Robotic-assisted radical prostatectomy with the da Vinci Xi model is performed through four 8mm port sites. These ports house the robotic camera and surgical instruments. An additional 10mm port is used to introduce sutures and haemostatic clips during surgery. The absence of a large surgical incision enhances recovery and results in less post-operative pain. The majority of post-operative patients will require oral analgesia only. Less post-operative pain allows earlier mobilisation and reduces the risks of thromboembolic events and infection.

There is minimal risk of significant blood loss with robotic-assisted radical prostatectomy. The use of pneumoperitoneum and the accurate haemostasis possible results in small volume blood loss. Patients very rarely will require blood transfusion, which again enhances the recovery period and reduces costs.

Quicker recovery allows patients to spend less time in hospital and return to normal activity including work in an accelerated time frame compared to an open surgical approach.

The advantages of the technique that benefit the surgeon are technological. The current Xi system uses 3D vision of the surgical field. This can be magnified up to 15 times normal, allowing precision anatomical identification. This also allows depth perception of the surgical wound, which is not possible with conventional laparoscopic camera systems. The surgeon has complete control of the camera, which is stable within the robotic arm. A simple clutching manoeuvre allows the surgeon to switch from the instruments to the camera control adjusting the camera position during the operation.

The robotic surgical instruments contain an EndoWrist working element. This allows the exact movements of the surgeon’s hands to be translated to the operating site via the robotic/computer interface. This is done in a completely intuitive manner removing the fulcrum or ‘chopstick’ effect. It is thought that this technology allows transfer from open surgery to robotic surgery to be more natural than the change from a conventional laparoscopic technique.

Coupled with the 3D camera vision there is a motion scaling effect also. This can be graded depending on the procedure. For example, a 5cm hand movement can be scaled to a 1cm robotic instrument movement (5:1). This scaling can be changed during a case to suit the surgical requirement. Whilst sitting at the surgical console the surgeon is in a better ergonomical position and can operate without any physiological hand tremor being transferred to the instruments.  
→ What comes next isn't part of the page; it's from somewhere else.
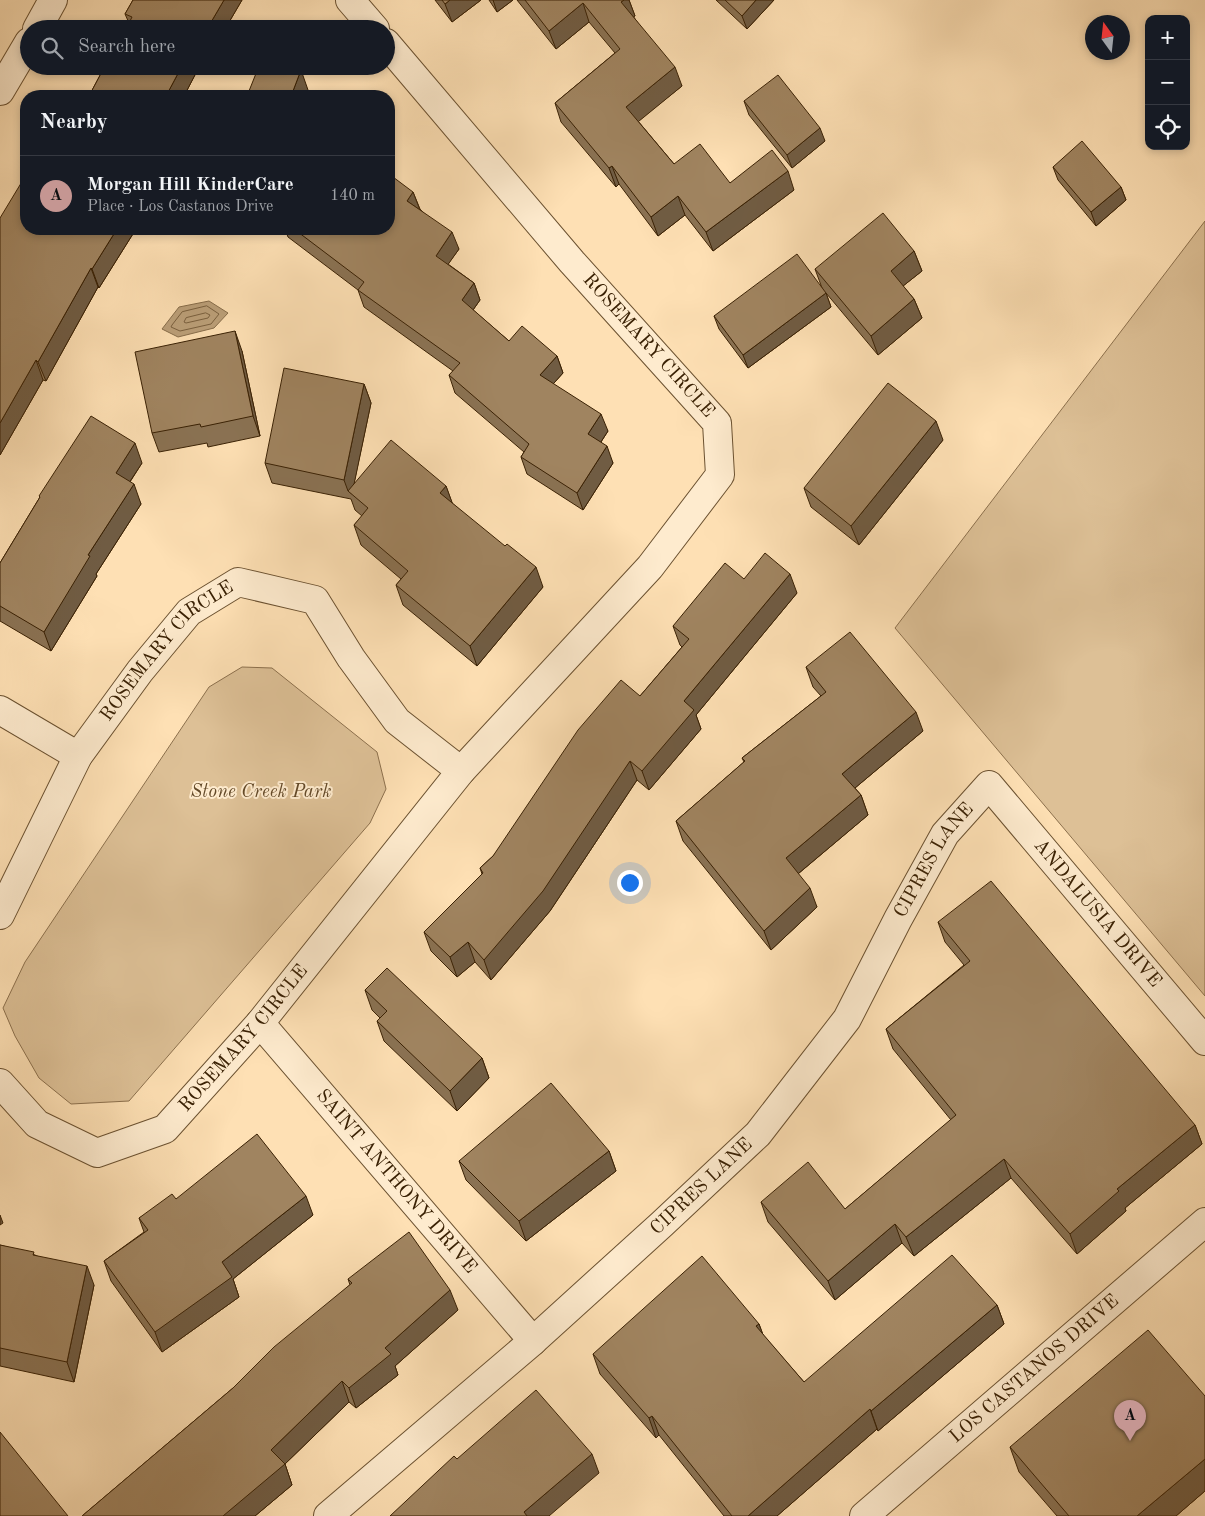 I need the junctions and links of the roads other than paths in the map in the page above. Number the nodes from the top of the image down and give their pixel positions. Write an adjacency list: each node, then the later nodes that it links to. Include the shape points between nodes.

Mr O’Malley commented: “The results for our patients are less pain, less time spent in hospital, less scarring and quicker recovery times, which ultimately ensures improved clinical outcomes. The advantages that hi-tech, minimally invasive 3D surgery and intuitive movement provide results in improved quality-of-life post-op.”

The criticism of robotic-assisted surgery is mainly directed at the cost involved. It is true that a €2.3 million capital outlay cost is high but it has been proven that high volume centres, such as GUH, who perform more than 140 cases per year will do so cost neutral compared to conventional surgery. There is the added maintenance contract of €150,000 per year, which is essential for the guaranteed running of the system with 24-hour technician availability. Poorly informed commentary on robotic surgery is unfortunate.

New medical technology is often slowly accepted but robotic surgery has been strenuously tested and compared to other modalities of surgery. Criticism of this technology is often provided by those not fully familiar with the training, standards and governance involved in running a successful programme.

In terms of the institution the real benefit arises from the use of this technology by other specialities. Surgeons in other specialities who are fully trained in robotic surgery can adopt this equipment to their own practice in the future. The gynaecology department are due to commence their own robotic programme at GUH. Colorectal, ENT and maxillofacial surgery will also commence robotic surgery in the near future. Increasing numbers of patients will benefit now that this technology is available.